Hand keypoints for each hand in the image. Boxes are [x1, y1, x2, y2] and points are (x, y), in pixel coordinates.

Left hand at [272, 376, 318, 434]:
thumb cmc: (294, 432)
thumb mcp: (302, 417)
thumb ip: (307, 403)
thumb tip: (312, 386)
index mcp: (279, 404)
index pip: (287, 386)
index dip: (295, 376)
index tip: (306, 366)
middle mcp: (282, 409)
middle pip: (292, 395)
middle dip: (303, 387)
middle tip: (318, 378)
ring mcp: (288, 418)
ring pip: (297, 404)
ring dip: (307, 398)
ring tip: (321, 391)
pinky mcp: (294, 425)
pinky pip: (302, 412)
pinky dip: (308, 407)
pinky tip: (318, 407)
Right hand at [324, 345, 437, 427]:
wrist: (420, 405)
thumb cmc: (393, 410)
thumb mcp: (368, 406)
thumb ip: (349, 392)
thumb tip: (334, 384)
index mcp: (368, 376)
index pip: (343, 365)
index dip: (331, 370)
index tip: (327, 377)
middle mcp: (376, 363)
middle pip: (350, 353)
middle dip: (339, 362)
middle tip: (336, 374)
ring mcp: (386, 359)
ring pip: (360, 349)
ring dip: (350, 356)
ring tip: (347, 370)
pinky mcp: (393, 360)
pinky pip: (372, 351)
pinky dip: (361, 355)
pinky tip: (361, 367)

• **What to produce**
Copy the records exactly, keeping every word in place.

• **Result of this exercise**
Hand keypoints for each hand in the image. Boxes are [x1, y1, x2, y2] and points are (x, y), in pixel coordinates.

Left hand at [272, 376, 318, 434]:
thumb cmc: (294, 432)
thumb mcp: (302, 417)
thumb ip: (307, 403)
thumb tip: (312, 386)
index mcp: (279, 404)
index pip: (287, 386)
index dip: (295, 376)
index tip: (306, 366)
middle mcp: (282, 409)
middle pip: (292, 395)
middle dip: (303, 387)
middle tip: (318, 378)
ring mcp: (288, 418)
ring pip: (297, 404)
ring dip: (307, 398)
ring tip: (321, 391)
pinky mcp: (294, 425)
pinky pip: (302, 412)
pinky dip: (308, 407)
pinky tip: (318, 407)
Right hand at [324, 345, 437, 427]:
wrist: (420, 405)
thumb cmc: (393, 410)
thumb mcp: (368, 406)
thumb ip: (349, 392)
thumb tip: (334, 384)
index mcp: (368, 376)
index pip: (343, 365)
index dip: (331, 370)
index tip: (327, 377)
middle mcp: (376, 363)
middle pip: (350, 353)
middle dip: (339, 362)
middle tip: (336, 374)
ring mcp: (386, 359)
ring pip: (360, 349)
ring dip: (350, 356)
ring tip: (347, 370)
pinky mcp: (393, 360)
pinky pip: (372, 351)
pinky dip: (361, 355)
pinky tip: (361, 367)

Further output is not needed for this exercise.